[Information given Boundary: Start]

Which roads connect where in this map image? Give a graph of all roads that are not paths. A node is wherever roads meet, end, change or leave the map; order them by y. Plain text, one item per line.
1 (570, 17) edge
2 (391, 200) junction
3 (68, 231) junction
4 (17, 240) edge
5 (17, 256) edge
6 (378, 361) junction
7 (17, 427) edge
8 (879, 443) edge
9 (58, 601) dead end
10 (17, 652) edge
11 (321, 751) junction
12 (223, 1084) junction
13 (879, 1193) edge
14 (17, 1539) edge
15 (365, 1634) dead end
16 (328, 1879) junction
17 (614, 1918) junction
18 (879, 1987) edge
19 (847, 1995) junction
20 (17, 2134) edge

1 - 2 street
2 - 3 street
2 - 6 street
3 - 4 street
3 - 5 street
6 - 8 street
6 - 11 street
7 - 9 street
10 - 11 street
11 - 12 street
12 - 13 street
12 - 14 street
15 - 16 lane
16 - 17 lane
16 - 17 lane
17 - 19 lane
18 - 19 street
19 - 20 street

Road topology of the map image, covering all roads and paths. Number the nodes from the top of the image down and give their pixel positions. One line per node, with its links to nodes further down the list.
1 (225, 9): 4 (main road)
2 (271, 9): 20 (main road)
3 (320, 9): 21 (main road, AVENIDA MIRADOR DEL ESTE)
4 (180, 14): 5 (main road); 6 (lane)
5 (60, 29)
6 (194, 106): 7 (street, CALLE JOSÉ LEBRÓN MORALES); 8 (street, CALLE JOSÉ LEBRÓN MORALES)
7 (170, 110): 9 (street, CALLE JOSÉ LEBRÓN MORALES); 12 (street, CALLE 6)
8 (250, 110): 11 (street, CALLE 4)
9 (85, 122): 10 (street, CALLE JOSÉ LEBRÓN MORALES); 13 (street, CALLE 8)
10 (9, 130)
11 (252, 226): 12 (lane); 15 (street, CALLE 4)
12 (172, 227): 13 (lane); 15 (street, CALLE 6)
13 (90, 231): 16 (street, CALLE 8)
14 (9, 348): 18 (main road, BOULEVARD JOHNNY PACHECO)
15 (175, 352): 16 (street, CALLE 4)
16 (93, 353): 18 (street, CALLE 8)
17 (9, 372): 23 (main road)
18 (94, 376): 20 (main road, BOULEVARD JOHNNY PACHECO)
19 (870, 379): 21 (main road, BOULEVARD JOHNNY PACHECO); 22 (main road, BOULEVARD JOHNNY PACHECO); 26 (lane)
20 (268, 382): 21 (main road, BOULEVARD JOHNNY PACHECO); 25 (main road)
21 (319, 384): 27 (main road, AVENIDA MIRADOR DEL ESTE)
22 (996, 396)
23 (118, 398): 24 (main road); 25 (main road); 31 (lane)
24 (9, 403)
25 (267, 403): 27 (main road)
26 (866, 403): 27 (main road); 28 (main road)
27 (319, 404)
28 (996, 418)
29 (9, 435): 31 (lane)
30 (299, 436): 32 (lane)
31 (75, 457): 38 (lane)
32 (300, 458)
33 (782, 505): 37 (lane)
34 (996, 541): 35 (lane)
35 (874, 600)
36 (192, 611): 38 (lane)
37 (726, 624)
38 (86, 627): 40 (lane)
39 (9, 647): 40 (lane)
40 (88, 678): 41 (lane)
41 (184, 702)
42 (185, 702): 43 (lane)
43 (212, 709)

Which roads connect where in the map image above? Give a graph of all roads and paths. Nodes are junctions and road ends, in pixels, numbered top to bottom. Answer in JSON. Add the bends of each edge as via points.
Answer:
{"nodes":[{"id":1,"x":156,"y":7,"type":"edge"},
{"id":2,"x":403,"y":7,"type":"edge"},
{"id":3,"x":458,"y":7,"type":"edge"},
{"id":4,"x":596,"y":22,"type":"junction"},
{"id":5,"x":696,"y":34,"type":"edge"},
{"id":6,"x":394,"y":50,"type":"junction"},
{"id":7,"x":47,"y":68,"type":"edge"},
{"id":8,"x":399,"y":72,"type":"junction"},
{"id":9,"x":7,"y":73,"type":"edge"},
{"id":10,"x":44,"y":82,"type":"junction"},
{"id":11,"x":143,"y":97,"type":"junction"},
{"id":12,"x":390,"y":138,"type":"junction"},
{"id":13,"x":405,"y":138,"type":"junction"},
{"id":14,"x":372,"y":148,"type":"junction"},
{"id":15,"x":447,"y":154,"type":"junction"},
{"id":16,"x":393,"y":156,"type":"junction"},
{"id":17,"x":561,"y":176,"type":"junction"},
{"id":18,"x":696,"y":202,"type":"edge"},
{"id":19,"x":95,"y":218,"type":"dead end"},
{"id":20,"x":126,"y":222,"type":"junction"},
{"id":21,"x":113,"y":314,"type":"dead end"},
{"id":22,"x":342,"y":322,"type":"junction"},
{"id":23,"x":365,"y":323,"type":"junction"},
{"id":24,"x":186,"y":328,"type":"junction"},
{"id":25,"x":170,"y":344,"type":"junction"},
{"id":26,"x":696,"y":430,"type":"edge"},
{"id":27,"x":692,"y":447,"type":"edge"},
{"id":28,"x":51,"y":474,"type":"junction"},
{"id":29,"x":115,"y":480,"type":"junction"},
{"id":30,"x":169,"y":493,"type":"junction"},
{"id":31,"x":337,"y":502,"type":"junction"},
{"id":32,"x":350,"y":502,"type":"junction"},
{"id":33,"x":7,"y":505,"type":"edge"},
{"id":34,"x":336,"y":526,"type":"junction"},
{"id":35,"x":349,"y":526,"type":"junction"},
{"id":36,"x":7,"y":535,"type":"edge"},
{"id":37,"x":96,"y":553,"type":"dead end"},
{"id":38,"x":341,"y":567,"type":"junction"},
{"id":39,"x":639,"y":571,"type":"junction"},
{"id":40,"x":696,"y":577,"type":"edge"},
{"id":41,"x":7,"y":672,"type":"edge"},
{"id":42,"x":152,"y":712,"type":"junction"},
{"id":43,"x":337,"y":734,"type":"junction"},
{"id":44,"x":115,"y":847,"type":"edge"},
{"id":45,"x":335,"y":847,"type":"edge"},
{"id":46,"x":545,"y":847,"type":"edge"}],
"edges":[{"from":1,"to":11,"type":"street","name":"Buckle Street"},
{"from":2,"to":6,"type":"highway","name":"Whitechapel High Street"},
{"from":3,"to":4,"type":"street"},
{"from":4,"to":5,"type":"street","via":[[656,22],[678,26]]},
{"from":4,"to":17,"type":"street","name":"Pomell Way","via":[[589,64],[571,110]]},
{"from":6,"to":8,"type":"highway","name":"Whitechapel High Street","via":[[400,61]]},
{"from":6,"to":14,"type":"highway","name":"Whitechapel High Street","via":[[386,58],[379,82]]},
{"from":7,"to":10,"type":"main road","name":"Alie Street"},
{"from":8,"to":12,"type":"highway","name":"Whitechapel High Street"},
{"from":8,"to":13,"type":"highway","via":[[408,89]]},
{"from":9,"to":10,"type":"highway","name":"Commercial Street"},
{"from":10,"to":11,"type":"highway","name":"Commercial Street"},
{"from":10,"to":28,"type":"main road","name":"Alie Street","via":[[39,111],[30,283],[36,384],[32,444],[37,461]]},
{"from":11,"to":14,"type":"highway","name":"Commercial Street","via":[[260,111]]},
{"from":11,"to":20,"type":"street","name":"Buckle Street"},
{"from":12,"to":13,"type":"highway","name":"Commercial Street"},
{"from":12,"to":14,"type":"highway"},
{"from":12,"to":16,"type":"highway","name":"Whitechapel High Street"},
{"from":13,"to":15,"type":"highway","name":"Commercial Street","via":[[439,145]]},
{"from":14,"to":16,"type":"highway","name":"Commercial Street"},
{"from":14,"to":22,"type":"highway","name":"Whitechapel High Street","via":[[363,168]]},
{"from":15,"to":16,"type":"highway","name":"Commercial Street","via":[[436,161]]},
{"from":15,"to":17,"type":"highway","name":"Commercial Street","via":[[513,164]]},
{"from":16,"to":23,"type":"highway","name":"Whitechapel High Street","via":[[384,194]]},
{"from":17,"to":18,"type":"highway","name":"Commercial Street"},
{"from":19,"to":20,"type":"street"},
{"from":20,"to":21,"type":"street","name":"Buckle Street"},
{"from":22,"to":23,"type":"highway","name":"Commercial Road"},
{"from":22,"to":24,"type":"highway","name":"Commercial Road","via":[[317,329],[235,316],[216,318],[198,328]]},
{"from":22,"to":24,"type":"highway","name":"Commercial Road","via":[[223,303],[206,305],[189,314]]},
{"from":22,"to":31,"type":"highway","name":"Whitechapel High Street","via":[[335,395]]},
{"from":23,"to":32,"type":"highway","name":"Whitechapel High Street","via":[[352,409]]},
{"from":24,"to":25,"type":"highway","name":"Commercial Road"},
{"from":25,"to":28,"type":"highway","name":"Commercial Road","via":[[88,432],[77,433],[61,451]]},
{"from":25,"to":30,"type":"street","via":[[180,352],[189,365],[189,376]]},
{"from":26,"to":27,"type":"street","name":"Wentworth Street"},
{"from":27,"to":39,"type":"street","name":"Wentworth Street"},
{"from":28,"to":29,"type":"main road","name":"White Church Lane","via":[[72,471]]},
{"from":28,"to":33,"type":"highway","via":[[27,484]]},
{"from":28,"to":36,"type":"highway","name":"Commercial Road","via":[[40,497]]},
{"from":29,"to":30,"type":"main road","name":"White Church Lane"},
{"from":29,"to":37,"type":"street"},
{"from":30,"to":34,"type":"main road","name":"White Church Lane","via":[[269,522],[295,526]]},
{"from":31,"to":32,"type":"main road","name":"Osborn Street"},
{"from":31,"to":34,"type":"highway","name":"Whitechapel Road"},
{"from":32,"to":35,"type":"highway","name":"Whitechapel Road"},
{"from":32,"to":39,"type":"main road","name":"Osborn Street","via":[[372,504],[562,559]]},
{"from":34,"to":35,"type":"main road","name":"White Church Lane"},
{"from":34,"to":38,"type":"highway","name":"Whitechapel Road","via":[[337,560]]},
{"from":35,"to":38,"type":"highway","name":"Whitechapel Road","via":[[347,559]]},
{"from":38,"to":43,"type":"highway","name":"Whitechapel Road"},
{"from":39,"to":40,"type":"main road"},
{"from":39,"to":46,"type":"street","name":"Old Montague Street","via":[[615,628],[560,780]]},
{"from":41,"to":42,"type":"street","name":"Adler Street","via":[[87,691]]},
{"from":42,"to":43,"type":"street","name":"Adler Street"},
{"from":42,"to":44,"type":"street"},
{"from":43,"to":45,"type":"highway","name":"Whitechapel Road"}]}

[Information given Boundary: End]

▶ [Problem description]
Give the number of lines in the data that contain the word "AVENIDA", and add no other text.

▶ [Task output]
2